Ulceration of the anastomosis occurs in 1–16% of patients. Possible causes of such ulcers are:
- Restricted blood supply to the anastomosis.
- Anastomosis tension
- Gastric acid
- The bacteria Helicobacter pylori
- Use of non-steroidal anti-inflammatory drugs
This condition can be treated with:
- Proton pump inhibitors, e.g. esomeprazole
- A cytoprotectant and acid buffering agent, e.g. sucralfate
- Temporary restriction of the consumption of solid foods
Normally, the pyloric valve at the lower end of the stomach regulates the release of food into the bowel. When the gastric bypass patient eats a sugary food, the sugar passes rapidly into the intestine, where it gives rise to a physiological reaction called dumping syndrome. The body will flood the intestines with gastric content in an attempt to dilute the sugars. An affected person may feel their heart beating rapidly and forcefully, break into a cold sweat, get a feeling of butterflies in the stomach, and may have an anxiety attack. The person usually has to lie down, and could be very uncomfortable for 30–45 minutes. Diarrhea may then follow.
Nutritional deficiencies are common after gastric bypass surgery, and are often not recognized. They include:
Secondary hyperparathyroidism due to inadequate absorption of calcium may occur for GBP patients. Calcium is primarily absorbed in the duodenum, which is bypassed by the surgery. Most patients can achieve adequate calcium absorption by supplementation with vitamin D and calcium citrate-carbonate may not be absorbed—it requires an acidic stomach, which is bypassed.
Iron frequently is seriously deficient, particularly in menstruating females, and must be supplemented. Again, it is normally absorbed in the duodenum. Ferrous sulfate can cause considerable GI distress in normal doses; alternatives include ferrous fumarate, or a chelated form of iron. Occasionally, a female patient develops severe anemia, even with supplements, and must be treated with parenteral iron. The signs of iron deficiency include: brittle nails, an inflamed tongue, constipation, depression, headaches, fatigue, and mouth lesions.
Signs and symptoms of zinc deficiency may also occur such as: acne, eczema, white spots on the nails, hair loss, depression, amnesia, and lethargy.
Deficiency of thiamine (also known as vitamin B1) brings the risk of permanent neurological damage. Signs of thiamin deficiency are heart failure, memory loss, and numbness of the hands, constipation, and loss of appetite.
Vitamin B12 requires intrinsic factor from the gastric mucosa to be absorbed. In patients with a small gastric pouch, it may not be absorbed, even if supplemented orally, and deficiencies can result in pernicious anemia and neuropathies. Vitamin B12 deficiency is quite common after gastric bypass surgery with reported rates of 30% in some clinical trials. Sublingual B12 (cyanocobalamin) appears to be adequately absorbed. In cases where sublingual B12 does not provide sufficient amounts, injections may be needed.
Protein malnutrition is a real risk.

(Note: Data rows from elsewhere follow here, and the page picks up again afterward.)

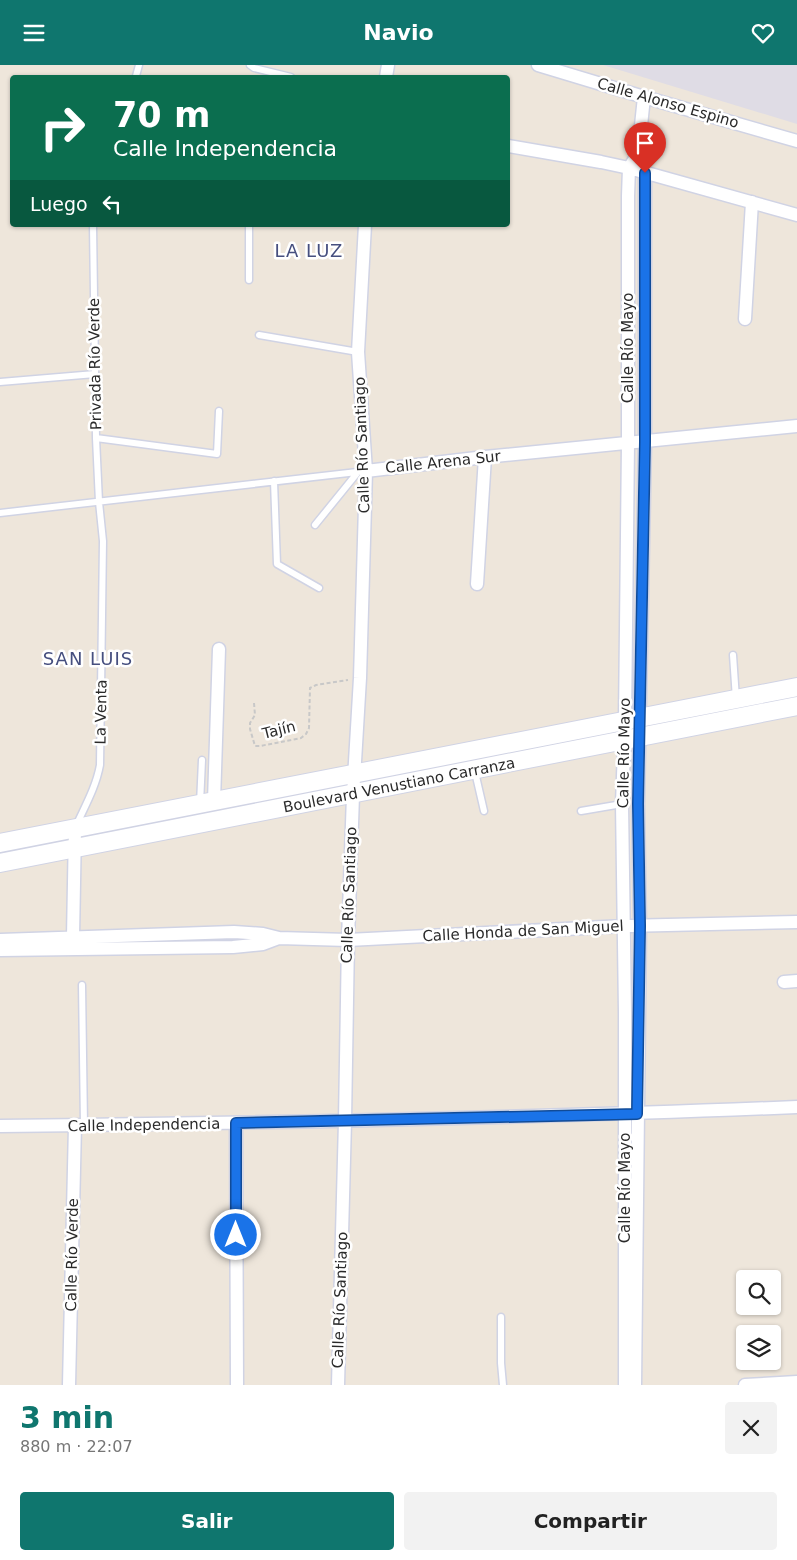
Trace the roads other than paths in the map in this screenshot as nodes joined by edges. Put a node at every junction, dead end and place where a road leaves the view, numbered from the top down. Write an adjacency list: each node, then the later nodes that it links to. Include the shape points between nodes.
1 (250, 65): 3 (lane)
2 (538, 65): 4 (street, Calle Alonso Espino)
3 (283, 75)
4 (644, 97): 5 (street, Calle Alonso Espino); 7 (street, Calle Río Mayo)
5 (797, 141)
6 (510, 146): 8 (street)
7 (638, 153): 8 (street, Calle Río Mayo); 9 (street, Calle Río Mayo)
8 (629, 168): 9 (street); 25 (street, Calle Río Mayo)
9 (645, 173): 10 (street); 24 (street, Calle Río Mayo)
10 (752, 201): 11 (street); 16 (street)
11 (797, 215)
12 (93, 227): 19 (lane, Privada Río Verde)
13 (249, 227): 15 (lane)
14 (365, 227): 18 (street, Calle Río Santiago)
15 (249, 280)
16 (745, 319)
17 (259, 335): 18 (lane)
18 (358, 352): 27 (street, Calle Río Santiago)
19 (95, 374): 20 (lane); 23 (lane, Privada Río Verde)
20 (0, 382)
21 (219, 411): 23 (lane, via 217,454)
22 (797, 426): 24 (street, Calle Arena Sur)
23 (96, 438): 29 (lane, Privada Río Verde)
24 (645, 442): 25 (street, Calle Arena Sur); 39 (street, Calle Río Mayo)
25 (628, 443): 26 (street, Calle Arena Sur); 39 (street, Calle Río Mayo)
26 (485, 457): 27 (street, Calle Arena Sur); 32 (street)
27 (362, 471): 28 (lane, Calle Arena Sur); 31 (lane); 43 (street, Calle Río Santiago, via 360,678)
28 (274, 481): 29 (lane, Calle Arena Sur); 33 (lane, via 277,564)
29 (99, 502): 30 (lane, Calle Arena Sur); 50 (lane, La Venta, via 103,541 100,765 94,789)
30 (0, 513)
31 (315, 525)
32 (477, 584)
33 (319, 588)
34 (219, 649): 45 (street)
35 (733, 655): 37 (lane)
36 (797, 687): 37 (main road, Boulevard Venustiano Carranza)
37 (736, 699): 39 (main road, Boulevard Venustiano Carranza)
38 (797, 706): 40 (main road, Boulevard Venustiano Carranza)
39 (633, 718): 40 (street, Calle Río Mayo); 43 (main road, Boulevard Venustiano Carranza)
40 (632, 739): 42 (main road, Boulevard Venustiano Carranza); 46 (street, Calle Río Mayo); 47 (street, Calle Río Mayo)
41 (202, 760): 45 (lane)
42 (475, 771): 44 (main road, Boulevard Venustiano Carranza); 48 (lane)
43 (354, 773): 44 (street, Calle Río Santiago); 45 (main road, Boulevard Venustiano Carranza)
44 (353, 795): 52 (main road, Boulevard Venustiano Carranza); 60 (street, Calle Río Santiago)
45 (207, 802): 50 (main road, Boulevard Venustiano Carranza)
46 (622, 804): 47 (street); 49 (lane); 55 (street, Calle Río Mayo)
47 (638, 804): 56 (street, Calle Río Mayo)
48 (484, 811)
49 (581, 811)
50 (75, 828): 51 (main road, Boulevard Venustiano Carranza); 52 (street)
51 (0, 843)
52 (75, 849): 53 (main road, Boulevard Venustiano Carranza); 57 (street)
53 (0, 863)
54 (797, 922): 56 (street, Calle Honda de San Miguel)
55 (624, 926): 56 (street, Calle Honda de San Miguel); 60 (street, Calle Honda de San Miguel); 66 (street, Calle Río Mayo)
56 (640, 926): 66 (street, Calle Río Mayo)
57 (73, 937): 58 (street, Calle Honda de San Miguel, via 234,932); 59 (street, Calle Honda de San Miguel)
58 (279, 938): 60 (street, Calle Honda de San Miguel); 61 (street, Calle Honda de San Miguel, via 263,944 233,947)
59 (0, 940)
60 (348, 940): 67 (street, Calle Río Santiago)
61 (0, 950)
62 (797, 981): 63 (street)
63 (784, 982)
64 (82, 985): 69 (lane)
65 (797, 1107): 66 (street, Calle Independencia)
66 (631, 1114): 67 (street, Calle Independencia); 77 (street, Calle Río Mayo); 78 (street, Calle Río Mayo)
67 (345, 1121): 68 (street, Calle Independencia); 75 (street, Calle Río Santiago)
68 (236, 1123): 69 (street, Calle Independencia); 74 (street)
69 (80, 1125): 70 (street, Calle Independencia); 73 (street, Calle Río Verde)
70 (0, 1127)
71 (501, 1317): 76 (lane)
72 (797, 1382): 79 (street)
73 (69, 1385)
74 (237, 1385)
75 (338, 1385)
76 (503, 1385)
77 (625, 1385)
78 (634, 1385)
79 (745, 1385)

Some patients suffer troublesome vomiting after surgery, until their GI tract adjusts to the changes, and cannot eat adequate amounts even with 6 meals a day. Many patients require protein supplementation during the early phases of rapid weight loss to prevent excessive loss of muscle mass. Hair loss is also a risk of protein malnutrition.
Vitamin A deficiencies generally occur as a result of fat-soluble vitamins deficiencies. This often comes after intestinal bypass procedures such as jejunoileal bypass or biliopancreatic diversion/duodenal switch procedures. In these procedures, fat absorption is markedly impaired. There is also the possibility of a vitamin A deficiency with use of the weight-loss medication orlistat .
Folate deficiency is also a common occurrence in gastric bypass surgery patients.